A U.N. report about ways to fix global warming due on Sunday is likely to disappoint investors seeking clear-cut economic calculations about the benefits and costs of curbing rising greenhouse gas emissions.
Authors say the report stops short of an economic bottom line since it is hard to put a value, for instance, on human lives lost to extreme weather or on risks of a faster melt of Greenland’s ice sheet that would push up sea levels.
The United States and other governments, at talks in Berlin, were pushing for clearer economic arguments from the Intergovernmental Panel on Climate Change (IPCC), which is meant to guide trillion-dollar curbs on greenhouse gas emissions.
Washington said a draft is “too narrow” in judging costs of shifting to cleaner energies, partly as it omits benefits of improved public health from less pollution from fossil fuels, according to documents seen by Reuters.
Switzerland said the “central question” for policymakers was to compare costs and benefits of different levels of action to rein in greenhouse gases, something which does not appear in the draft.
“We provide much more economic analysis this time, but we are not putting that forward as the only impact,” Rajendra Pachauri, chair or the IPCC, told Reuters. The Berlin report will be published on Sunday.
“Monetary value is only a small part. What about the loss of lives, the loss of ecosystem services?” he said in Beijing last month when asked about the lack of a benefit-cost analysis.
IPCC reports are meant to guide almost 200 governments, which have promised to work out a deal by the end of 2015 to limit global warming.
The IPCC says the reports make a compelling case for fast action by governments and companies to avert rising damage to water and food supplies, human society and nature from heatwaves, floods, storms and rising seas.
Stern Review
The lack of a clear economic bottom line “is a worry … the elements are all there but it takes too much work to lift them out,” said Nicholas Stern, chair of the Grantham Research Institute at the London School of Economics.
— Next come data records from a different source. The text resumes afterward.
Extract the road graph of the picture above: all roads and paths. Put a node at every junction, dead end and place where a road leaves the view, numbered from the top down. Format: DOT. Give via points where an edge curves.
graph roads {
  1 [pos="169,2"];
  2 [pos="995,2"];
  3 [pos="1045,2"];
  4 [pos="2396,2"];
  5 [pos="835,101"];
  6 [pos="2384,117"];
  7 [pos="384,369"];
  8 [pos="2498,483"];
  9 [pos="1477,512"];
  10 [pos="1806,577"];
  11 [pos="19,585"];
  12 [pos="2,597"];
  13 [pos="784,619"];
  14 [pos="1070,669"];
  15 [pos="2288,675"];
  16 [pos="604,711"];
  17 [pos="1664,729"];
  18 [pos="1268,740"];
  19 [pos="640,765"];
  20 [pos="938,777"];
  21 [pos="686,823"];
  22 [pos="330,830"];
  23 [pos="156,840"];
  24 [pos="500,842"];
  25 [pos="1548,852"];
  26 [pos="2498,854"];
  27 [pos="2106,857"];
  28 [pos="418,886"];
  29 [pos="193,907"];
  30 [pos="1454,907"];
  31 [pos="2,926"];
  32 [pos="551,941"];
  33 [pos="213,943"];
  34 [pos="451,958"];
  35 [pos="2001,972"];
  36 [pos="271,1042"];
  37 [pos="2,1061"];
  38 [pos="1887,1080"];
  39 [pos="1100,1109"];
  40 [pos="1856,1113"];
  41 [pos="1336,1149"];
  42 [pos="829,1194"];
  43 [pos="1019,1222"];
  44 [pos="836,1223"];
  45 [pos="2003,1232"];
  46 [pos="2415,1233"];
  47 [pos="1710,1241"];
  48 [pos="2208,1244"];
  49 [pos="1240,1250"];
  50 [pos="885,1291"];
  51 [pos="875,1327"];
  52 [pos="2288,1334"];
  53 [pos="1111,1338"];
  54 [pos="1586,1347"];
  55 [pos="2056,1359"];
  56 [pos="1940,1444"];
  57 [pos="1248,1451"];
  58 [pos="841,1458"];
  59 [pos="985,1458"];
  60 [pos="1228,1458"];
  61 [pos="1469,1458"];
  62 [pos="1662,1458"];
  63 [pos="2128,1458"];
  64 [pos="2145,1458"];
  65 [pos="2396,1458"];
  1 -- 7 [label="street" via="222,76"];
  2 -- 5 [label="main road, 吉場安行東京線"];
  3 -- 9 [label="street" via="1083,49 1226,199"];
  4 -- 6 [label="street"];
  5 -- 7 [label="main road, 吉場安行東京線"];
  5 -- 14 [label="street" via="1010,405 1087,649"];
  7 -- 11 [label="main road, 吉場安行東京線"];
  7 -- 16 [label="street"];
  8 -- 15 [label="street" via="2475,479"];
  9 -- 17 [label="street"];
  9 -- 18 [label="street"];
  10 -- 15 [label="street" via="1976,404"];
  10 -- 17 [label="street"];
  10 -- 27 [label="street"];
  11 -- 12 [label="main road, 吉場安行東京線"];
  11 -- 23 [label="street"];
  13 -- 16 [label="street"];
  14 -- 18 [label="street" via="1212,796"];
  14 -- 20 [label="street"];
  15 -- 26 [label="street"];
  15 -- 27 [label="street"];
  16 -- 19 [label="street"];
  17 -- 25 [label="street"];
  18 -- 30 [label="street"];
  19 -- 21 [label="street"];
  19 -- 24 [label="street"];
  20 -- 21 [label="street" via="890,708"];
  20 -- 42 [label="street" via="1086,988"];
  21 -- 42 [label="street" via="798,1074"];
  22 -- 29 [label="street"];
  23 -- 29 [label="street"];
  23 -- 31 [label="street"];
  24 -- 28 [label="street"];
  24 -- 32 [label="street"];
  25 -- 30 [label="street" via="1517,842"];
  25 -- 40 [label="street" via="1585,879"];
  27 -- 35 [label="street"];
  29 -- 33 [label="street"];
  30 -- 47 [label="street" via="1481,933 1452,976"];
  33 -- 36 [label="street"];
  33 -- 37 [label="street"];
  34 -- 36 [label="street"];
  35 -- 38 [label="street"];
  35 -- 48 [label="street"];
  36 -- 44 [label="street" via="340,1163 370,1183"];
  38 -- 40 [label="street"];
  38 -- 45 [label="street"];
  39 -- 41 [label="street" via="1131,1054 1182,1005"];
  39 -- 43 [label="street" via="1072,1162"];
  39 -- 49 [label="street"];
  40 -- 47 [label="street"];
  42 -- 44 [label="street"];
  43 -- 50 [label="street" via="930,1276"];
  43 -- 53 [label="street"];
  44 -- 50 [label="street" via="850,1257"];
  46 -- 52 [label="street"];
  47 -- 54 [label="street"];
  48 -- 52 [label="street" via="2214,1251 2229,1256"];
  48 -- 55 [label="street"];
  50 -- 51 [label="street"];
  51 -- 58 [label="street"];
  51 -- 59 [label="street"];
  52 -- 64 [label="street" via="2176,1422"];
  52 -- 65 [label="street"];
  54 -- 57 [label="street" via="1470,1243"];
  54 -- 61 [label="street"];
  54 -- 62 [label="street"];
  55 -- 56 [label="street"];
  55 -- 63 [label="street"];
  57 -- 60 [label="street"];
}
Stern, a former World Bank chief economist, led a 2006 review about climate change. It estimated it would cost about 1 percent of world GDP a year to limit climate change and that, with no action, damage could range from 5 to 20 percent of GDP.
Stern said IPCC reports highlight that problems caused by rising temperatures are worse than he thought in 2006.
In assessing costs of action, the Berlin IPCC draft says tough curbs on greenhouse emissions would lead to a loss of between 1 and 4 percent of consumption by 2030, 2-6 percent by 2050 and 2-12 percent by 2100, compared to no action.
It does not define “consumption.” And delegates said revised texts indicated that the projected losses in consumption were cumulative, meaning they amounted to only a fraction of a percent a year.
In assessing risks of inaction, a separate IPCC report last month said future warming of 2 degrees Celsius (3.6 Fahrenheit)—a very different scenario from the Berlin draft—would cut global economic output by between 0.2 and 2.0 percent a year.
Stern said the 0.2-2.0 percent range “badly underestimates” the risks, partly because it excludes possible catastrophic changes such as the collapse of tropical reef systems, or a sudden drying of the Amazon rainforest.
Investors are also concerned about difficulties in comparing IPCC estimates of costs and benefits.
“It’s a hard read,” Stephanie Pfeifer, Chief Executive of the Institutional Investors Group on Climate Change that groups pension funds and asset managers that control 7.5 trillion euros ($10.35 trillion), said of the reports.
Clearer economic conclusions would help persuade companies and investors to act, she said. The IPCC says it is at least 95 percent probable that climate change is man-made but many voters are sceptical and doubt tough action is needed.
Several nations said the three IPCC groups—looking at the science of climate change in September, the impacts in March and the solutions in April—should coordinate better. The IPCC will also issue a summary of its findings in October.